• Data in this exercise:
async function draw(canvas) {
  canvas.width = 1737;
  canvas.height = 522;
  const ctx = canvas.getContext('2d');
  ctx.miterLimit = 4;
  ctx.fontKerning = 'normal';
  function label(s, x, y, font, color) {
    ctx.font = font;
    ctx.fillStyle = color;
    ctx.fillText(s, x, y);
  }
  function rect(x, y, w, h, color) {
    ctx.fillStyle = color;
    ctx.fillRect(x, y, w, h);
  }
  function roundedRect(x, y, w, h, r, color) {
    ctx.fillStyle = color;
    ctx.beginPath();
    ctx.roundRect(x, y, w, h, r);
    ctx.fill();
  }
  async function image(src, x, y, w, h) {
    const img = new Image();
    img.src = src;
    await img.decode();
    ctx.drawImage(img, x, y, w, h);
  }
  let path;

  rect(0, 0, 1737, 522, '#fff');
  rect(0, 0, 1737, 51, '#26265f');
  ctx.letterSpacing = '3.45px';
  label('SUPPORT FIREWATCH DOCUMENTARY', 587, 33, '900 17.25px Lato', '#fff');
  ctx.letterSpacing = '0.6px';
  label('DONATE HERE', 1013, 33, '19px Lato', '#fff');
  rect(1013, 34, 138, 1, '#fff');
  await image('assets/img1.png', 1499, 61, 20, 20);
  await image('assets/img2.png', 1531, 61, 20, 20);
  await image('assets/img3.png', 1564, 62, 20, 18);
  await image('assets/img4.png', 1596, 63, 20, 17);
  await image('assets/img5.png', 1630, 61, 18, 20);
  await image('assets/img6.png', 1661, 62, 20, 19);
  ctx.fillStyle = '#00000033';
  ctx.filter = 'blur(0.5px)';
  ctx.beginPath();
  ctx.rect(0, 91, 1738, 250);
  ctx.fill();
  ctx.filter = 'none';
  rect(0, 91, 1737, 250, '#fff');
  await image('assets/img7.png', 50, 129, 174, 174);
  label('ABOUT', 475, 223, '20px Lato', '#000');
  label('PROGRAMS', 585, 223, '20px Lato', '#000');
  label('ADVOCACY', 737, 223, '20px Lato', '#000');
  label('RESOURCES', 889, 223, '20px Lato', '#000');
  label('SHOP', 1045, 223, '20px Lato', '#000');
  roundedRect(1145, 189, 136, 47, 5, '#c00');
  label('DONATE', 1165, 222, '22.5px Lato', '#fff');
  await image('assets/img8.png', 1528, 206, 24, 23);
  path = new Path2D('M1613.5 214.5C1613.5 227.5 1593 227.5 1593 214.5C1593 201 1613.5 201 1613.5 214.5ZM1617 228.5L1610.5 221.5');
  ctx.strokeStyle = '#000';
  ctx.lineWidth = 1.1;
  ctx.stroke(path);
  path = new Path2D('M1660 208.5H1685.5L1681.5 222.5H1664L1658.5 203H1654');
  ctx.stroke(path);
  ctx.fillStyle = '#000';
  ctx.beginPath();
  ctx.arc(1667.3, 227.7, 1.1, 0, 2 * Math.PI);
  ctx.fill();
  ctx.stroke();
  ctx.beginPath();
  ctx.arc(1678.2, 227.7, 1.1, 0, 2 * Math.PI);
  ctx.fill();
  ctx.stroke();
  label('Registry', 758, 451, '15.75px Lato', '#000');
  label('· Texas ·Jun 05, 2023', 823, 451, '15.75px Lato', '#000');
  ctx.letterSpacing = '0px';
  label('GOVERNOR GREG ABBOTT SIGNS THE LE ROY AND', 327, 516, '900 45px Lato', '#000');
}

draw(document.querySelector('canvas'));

--

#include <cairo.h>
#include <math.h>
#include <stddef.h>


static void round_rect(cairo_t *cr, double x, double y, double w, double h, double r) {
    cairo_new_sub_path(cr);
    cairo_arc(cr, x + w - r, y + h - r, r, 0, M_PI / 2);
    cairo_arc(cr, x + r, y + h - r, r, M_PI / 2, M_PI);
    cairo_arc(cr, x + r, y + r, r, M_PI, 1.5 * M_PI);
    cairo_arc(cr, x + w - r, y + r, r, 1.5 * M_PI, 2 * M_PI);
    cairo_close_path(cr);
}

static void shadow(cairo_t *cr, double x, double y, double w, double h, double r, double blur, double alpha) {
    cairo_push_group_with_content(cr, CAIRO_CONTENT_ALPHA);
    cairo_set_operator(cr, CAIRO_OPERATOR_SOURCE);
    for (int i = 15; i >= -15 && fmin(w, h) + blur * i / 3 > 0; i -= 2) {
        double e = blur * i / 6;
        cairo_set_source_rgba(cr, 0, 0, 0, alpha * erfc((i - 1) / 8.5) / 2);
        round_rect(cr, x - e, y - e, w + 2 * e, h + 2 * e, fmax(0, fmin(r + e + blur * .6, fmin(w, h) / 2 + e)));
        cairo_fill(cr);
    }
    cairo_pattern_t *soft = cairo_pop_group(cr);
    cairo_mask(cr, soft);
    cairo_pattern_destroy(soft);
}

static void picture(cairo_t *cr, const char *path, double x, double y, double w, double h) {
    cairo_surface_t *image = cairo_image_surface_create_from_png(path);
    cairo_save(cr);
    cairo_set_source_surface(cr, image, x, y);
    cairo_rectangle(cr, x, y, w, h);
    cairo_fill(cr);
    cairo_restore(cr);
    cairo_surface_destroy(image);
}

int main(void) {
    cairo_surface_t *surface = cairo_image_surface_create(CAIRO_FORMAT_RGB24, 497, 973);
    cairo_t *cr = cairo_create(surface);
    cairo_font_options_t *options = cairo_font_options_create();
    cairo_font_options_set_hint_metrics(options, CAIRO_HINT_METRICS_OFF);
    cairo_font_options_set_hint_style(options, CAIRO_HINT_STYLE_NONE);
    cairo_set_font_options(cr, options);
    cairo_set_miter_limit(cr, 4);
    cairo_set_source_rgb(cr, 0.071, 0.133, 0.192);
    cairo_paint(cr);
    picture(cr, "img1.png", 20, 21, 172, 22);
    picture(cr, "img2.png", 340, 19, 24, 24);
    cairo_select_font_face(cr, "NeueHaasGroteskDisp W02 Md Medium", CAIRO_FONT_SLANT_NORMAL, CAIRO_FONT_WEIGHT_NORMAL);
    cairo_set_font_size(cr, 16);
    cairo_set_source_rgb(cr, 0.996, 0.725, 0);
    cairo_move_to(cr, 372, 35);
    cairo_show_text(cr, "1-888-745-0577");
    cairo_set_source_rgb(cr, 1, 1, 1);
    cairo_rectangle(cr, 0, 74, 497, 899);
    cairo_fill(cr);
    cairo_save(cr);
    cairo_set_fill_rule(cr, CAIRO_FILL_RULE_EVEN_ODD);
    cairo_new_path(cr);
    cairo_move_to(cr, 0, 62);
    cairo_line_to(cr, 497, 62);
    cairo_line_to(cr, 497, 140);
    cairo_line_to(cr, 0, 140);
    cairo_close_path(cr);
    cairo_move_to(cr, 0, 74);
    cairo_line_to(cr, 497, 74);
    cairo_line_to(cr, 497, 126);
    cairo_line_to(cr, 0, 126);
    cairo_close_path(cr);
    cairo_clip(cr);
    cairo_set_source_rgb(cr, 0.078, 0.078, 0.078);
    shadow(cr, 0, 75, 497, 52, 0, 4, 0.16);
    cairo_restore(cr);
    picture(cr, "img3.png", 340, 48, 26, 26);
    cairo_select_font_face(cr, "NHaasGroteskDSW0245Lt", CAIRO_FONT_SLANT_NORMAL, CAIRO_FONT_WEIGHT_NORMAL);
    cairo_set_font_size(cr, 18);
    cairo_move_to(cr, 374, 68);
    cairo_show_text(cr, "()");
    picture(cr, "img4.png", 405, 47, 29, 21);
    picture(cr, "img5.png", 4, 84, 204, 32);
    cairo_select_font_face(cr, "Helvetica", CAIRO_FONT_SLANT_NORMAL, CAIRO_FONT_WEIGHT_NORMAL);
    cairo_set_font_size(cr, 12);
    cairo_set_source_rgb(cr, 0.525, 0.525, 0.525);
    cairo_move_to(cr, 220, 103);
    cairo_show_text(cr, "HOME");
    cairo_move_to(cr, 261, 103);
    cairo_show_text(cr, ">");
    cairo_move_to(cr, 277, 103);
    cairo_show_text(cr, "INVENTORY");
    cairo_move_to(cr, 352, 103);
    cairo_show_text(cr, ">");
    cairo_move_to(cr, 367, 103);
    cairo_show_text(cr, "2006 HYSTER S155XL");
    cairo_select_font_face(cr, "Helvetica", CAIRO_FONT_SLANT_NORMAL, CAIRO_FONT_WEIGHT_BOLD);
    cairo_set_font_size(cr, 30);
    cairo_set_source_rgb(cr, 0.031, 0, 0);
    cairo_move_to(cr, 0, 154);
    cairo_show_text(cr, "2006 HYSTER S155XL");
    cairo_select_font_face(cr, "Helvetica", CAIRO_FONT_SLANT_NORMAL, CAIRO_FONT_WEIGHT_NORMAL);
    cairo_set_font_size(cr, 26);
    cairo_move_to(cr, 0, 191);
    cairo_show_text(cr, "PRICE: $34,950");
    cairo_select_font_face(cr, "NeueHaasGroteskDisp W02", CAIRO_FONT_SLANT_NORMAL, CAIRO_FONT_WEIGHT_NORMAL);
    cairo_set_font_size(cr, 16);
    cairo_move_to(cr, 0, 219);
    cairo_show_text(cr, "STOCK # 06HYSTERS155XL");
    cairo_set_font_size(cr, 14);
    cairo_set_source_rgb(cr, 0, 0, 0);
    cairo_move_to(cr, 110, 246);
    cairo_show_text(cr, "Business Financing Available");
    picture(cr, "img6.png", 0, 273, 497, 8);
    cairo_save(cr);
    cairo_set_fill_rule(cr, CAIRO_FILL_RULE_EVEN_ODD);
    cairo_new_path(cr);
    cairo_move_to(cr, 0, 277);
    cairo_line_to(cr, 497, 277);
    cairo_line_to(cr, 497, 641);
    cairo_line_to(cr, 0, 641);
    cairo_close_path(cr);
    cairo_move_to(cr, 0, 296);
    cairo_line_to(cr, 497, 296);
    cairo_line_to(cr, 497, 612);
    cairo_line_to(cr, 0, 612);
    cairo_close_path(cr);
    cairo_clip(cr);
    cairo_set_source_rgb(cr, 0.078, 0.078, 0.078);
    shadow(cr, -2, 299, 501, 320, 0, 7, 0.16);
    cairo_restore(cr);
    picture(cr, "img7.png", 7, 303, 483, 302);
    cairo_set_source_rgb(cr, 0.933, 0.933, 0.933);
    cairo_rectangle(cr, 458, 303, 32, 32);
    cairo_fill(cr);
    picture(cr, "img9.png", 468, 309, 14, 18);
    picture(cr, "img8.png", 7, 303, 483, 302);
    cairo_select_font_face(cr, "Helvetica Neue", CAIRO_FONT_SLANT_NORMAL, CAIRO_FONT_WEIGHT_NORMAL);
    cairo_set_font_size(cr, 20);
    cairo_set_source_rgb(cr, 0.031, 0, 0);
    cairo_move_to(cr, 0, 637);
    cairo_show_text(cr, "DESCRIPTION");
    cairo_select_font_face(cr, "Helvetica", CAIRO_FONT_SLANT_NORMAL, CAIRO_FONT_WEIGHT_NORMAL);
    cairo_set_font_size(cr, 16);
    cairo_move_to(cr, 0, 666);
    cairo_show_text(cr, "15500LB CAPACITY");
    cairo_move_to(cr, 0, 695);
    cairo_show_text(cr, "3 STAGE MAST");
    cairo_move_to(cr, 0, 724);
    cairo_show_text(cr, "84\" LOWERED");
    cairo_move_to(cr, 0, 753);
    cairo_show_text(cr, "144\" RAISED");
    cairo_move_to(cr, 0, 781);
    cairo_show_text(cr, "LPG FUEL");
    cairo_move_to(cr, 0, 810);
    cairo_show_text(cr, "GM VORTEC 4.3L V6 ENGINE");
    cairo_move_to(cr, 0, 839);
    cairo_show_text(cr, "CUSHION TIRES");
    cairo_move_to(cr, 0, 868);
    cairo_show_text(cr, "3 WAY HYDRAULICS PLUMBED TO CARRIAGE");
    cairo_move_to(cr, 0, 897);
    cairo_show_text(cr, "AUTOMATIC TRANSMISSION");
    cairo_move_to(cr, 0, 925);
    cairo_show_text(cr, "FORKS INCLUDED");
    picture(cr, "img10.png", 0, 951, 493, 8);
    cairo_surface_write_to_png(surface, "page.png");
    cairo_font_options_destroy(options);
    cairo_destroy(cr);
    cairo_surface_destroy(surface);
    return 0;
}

• Work to be completed:
How many lines in the records hold the string "static"? Reply with the number alone.

• Solution:
3